- DIRECTIONS -
In the listing below, pick out lines with "middle".
┌──
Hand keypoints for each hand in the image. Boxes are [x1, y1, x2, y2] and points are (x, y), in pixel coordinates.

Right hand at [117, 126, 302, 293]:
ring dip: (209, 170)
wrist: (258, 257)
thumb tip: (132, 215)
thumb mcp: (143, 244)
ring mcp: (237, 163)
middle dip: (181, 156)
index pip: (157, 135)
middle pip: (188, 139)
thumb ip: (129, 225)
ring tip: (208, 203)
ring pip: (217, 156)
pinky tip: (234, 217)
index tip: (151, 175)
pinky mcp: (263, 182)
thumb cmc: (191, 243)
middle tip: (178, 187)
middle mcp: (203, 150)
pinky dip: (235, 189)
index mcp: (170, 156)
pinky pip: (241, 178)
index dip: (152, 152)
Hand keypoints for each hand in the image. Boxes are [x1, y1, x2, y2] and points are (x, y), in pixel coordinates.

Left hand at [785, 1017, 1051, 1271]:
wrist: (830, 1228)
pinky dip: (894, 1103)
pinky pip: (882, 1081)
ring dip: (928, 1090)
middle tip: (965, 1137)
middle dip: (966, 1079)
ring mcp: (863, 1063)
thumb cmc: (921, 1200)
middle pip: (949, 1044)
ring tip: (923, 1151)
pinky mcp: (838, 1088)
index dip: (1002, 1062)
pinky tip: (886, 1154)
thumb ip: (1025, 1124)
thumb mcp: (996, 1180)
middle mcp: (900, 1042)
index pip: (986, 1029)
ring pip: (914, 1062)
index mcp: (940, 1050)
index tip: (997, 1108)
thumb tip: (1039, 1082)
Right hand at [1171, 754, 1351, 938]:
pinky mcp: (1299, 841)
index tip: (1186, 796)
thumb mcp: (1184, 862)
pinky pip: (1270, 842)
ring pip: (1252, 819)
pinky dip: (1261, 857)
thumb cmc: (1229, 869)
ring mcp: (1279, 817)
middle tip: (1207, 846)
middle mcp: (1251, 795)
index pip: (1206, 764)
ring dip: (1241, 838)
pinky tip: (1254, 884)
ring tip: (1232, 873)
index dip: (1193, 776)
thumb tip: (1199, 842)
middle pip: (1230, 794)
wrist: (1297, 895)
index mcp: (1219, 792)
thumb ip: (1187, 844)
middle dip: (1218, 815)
└──
- SOLUTION TO THIS EXERCISE -
middle dip: (181, 156)
middle pip: (188, 139)
middle tip: (178, 187)
middle mcp: (203, 150)
middle tip: (965, 1137)
middle dip: (966, 1079)
middle pip: (949, 1044)
middle mcp: (900, 1042)
middle tip: (1207, 846)
middle mcp: (1251, 795)
middle pip: (1230, 794)
middle dip: (1218, 815)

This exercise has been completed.